具体的に言うと、自動車の展示会イベントがアルゼンチンであるからイベントの運営経験があり、英語が喋れる現場ディレクターができるヤツを探してるので、お前、アルゼンチンに行かないか? という仕事を先輩から相談されました。会社員時代はイベント運営はけっこう携わっていたので。ただ、ディレクター業務はイベント会社の人がやり、私は基本的には彼らを「管理」(エラソーだな…)する立場でした。上記写真は唐津市の朝7時からやっている定食屋で買ったナスとピーマンの天ぷらです。

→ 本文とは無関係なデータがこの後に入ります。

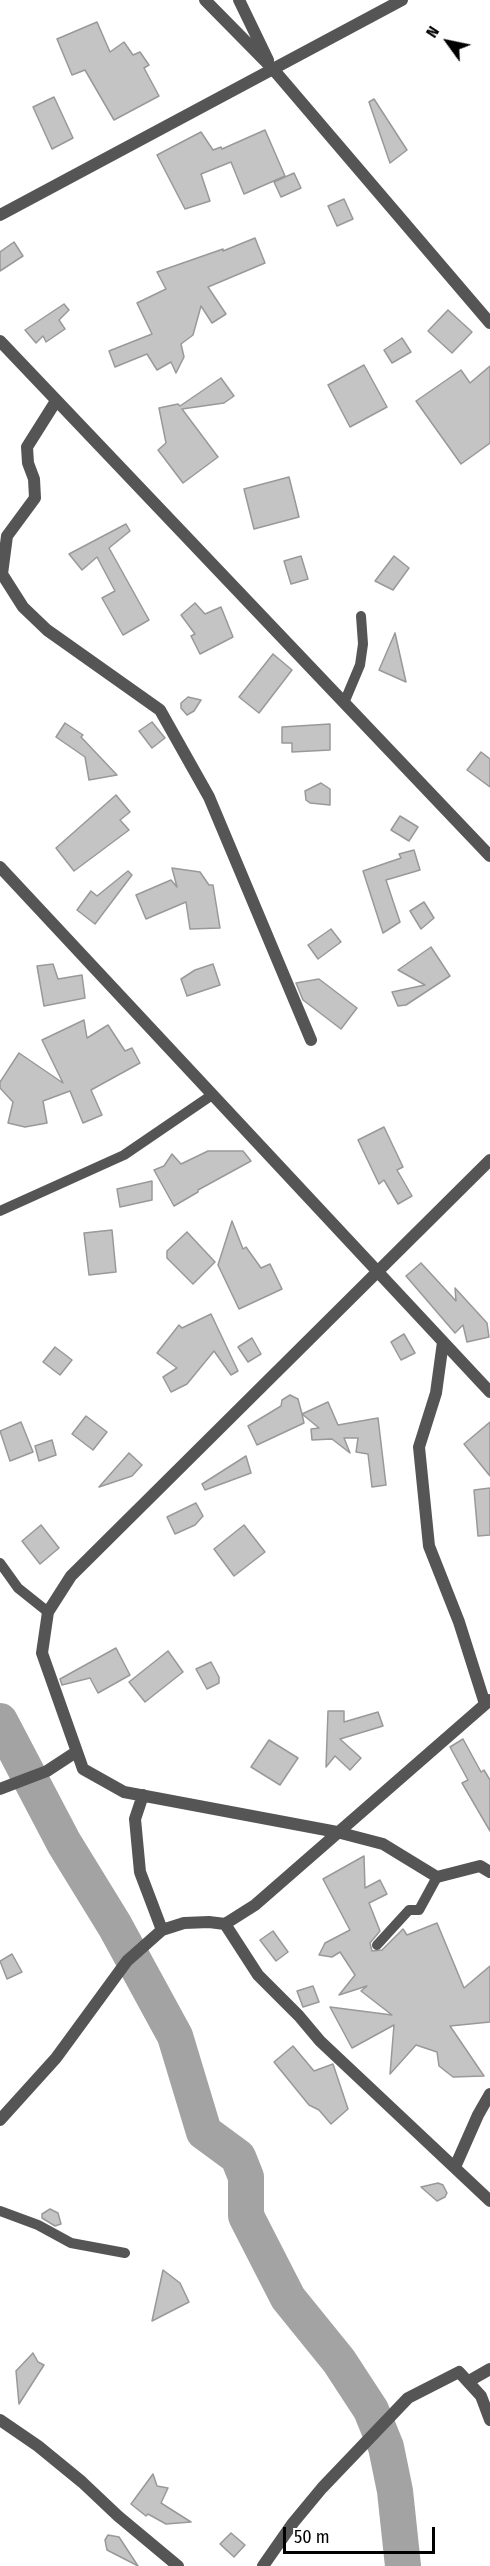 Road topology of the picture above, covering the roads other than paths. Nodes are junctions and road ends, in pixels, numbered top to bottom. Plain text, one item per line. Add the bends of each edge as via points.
1 (205, 0) edge
2 (239, 0) edge
3 (402, 0) edge
4 (273, 69) junction
5 (0, 215) edge
6 (488, 316) edge
7 (0, 341) edge
8 (56, 400) junction
9 (361, 616) dead end
10 (344, 703) junction
11 (490, 856) edge
12 (0, 867) edge
13 (311, 1040) dead end
14 (212, 1095) junction
15 (490, 1160) edge
16 (0, 1211) edge
17 (377, 1272) junction
18 (443, 1342) junction
19 (490, 1392) edge
20 (0, 1563) edge
21 (48, 1612) junction
22 (488, 1702) edge
23 (76, 1752) junction
24 (0, 1789) edge
25 (143, 1796) junction
26 (337, 1832) junction
27 (490, 1872) edge
28 (437, 1877) junction
29 (225, 1924) junction
30 (162, 1930) junction
31 (377, 1945) dead end
32 (490, 2094) edge
33 (0, 2120) edge
34 (455, 2167) junction
35 (490, 2201) edge
36 (0, 2211) edge
37 (125, 2253) dead end
38 (490, 2369) edge
39 (469, 2381) junction
40 (0, 2420) edge
41 (490, 2420) edge
42 (178, 2566) edge
43 (263, 2566) edge

1 - 4 street
2 - 4 street
3 - 4 street
4 - 5 street
4 - 6 street
7 - 8 street
8 - 10 street
8 - 13 street via 27,447 35,498 8,536 2,574 23,607 47,630 160,710 209,797
9 - 10 lane via 360,665
10 - 11 street
12 - 14 street
14 - 16 lane via 124,1155
14 - 17 street
15 - 17 street
17 - 18 street
17 - 21 street via 71,1576
18 - 19 street
18 - 22 street via 436,1393 419,1446 429,1546
20 - 21 lane via 18,1588
21 - 23 street via 42,1653
22 - 26 street
23 - 24 street via 47,1771
23 - 25 street via 83,1770 124,1792
25 - 26 street
25 - 30 street via 135,1819 140,1872
26 - 28 street via 383,1844
26 - 29 street via 273,1890
27 - 28 street via 480,1866
28 - 31 lane via 419,1910 409,1911
29 - 30 street via 184,1923
29 - 34 street via 258,1975 320,2041
30 - 33 street via 127,1961 56,2058
32 - 34 street
34 - 35 street
36 - 37 lane via 71,2243
38 - 39 street
39 - 41 street via 481,2396
39 - 43 street via 459,2372 408,2398 322,2488
40 - 42 street via 38,2446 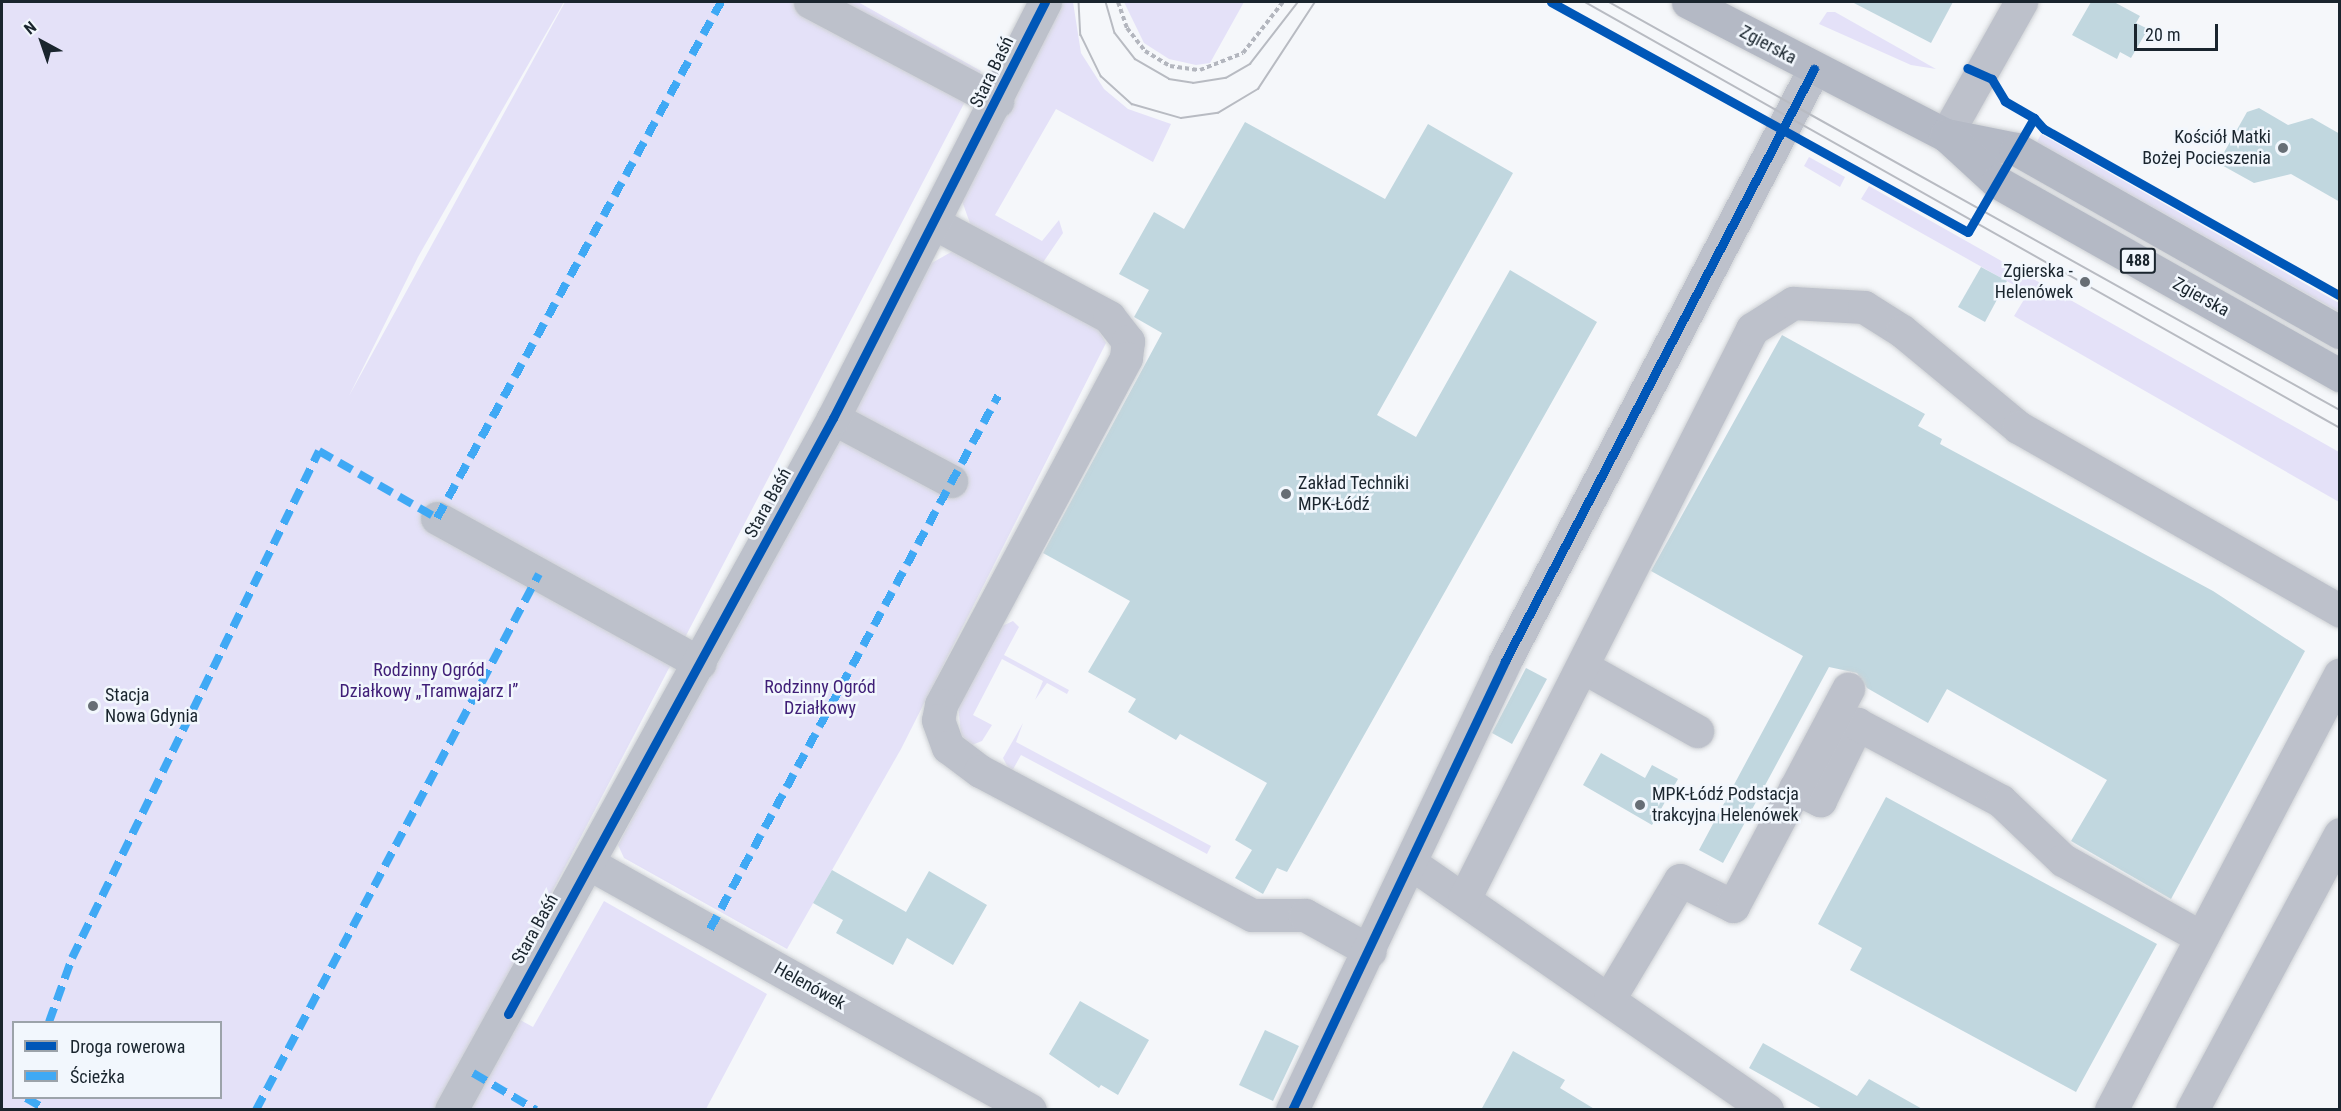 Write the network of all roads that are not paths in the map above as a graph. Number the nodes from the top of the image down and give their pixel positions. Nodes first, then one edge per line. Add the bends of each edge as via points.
1 (810, 2) edge
2 (1045, 2) edge
3 (1688, 2) edge
4 (2021, 2) edge
5 (1814, 69) junction
6 (997, 101) junction
7 (1946, 135) junction
8 (934, 223) junction
9 (2340, 332) edge
10 (2340, 375) edge
11 (833, 418) junction
12 (951, 481) dead end
13 (437, 518) dead end
14 (2340, 611) edge
15 (700, 663) junction
16 (1584, 667) junction
17 (2340, 675) edge
18 (1848, 689) dead end
19 (1697, 731) dead end
20 (1795, 788) junction
21 (2340, 834) edge
22 (590, 864) junction
23 (1412, 864) junction
24 (1464, 899) junction
25 (2201, 937) junction
26 (1370, 951) junction
27 (1610, 997) junction
28 (451, 1110) edge
29 (1030, 1110) edge
30 (1292, 1110) edge
31 (1767, 1110) edge
32 (2111, 1110) edge
33 (2192, 1110) edge

1 - 6 street
2 - 6 street, Stara Baśń
3 - 5 main road, Zgierska / 488
4 - 7 street
5 - 7 main road, Zgierska / 488
5 - 23 street via 1504,661
6 - 8 street, Stara Baśń
7 - 9 main road, Zgierska / 488 via 2016,149
7 - 10 main road, Zgierska / 488 via 1997,182
8 - 11 street, Stara Baśń
8 - 26 street via 1109,317 1128,341 1126,358 940,705 938,720 948,747 980,771 1252,915 1305,915
11 - 12 street
11 - 15 street, Stara Baśń
13 - 15 street
14 - 16 street via 2018,427 1902,331 1864,307 1793,303 1752,329
15 - 22 street, Stara Baśń
16 - 19 street
16 - 24 street
17 - 25 street
18 - 20 street
20 - 25 street via 1820,800 1857,724 2001,801 2063,860
20 - 27 street via 1733,906 1680,880
21 - 33 street
22 - 28 street, Stara Baśń
22 - 29 street, Helenówek
23 - 24 street
23 - 26 street
24 - 27 street
25 - 32 street
26 - 30 street
27 - 31 street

さて、このアルゼンチン行きの話が来た当時は、まだフリーライターになる前の完全無職の状態だったため、「おっ、これはでかい仕事だ! 100万円ぐらいもらえる案件だな!」とガッツポーズを決めたのですが、待てど暮らせど話が来ない。先輩に確認したところ「あー、ゴメン。別の人に頼んじゃってた。またなんかあったらよろしくね」とサラリと言われてしまいました。
まぁ、仕方がない。私がフリーのイベントディレクターとしての実績がないのが悪いのと、後輩だからな、と軽く見られていたのが悪い。その後も先輩方からお前、〇月の後半、空いてる?」みたいな軽~く振られるような話もありますが、「やっぱあれなくなった」ということが続き、期待をしないことにしました。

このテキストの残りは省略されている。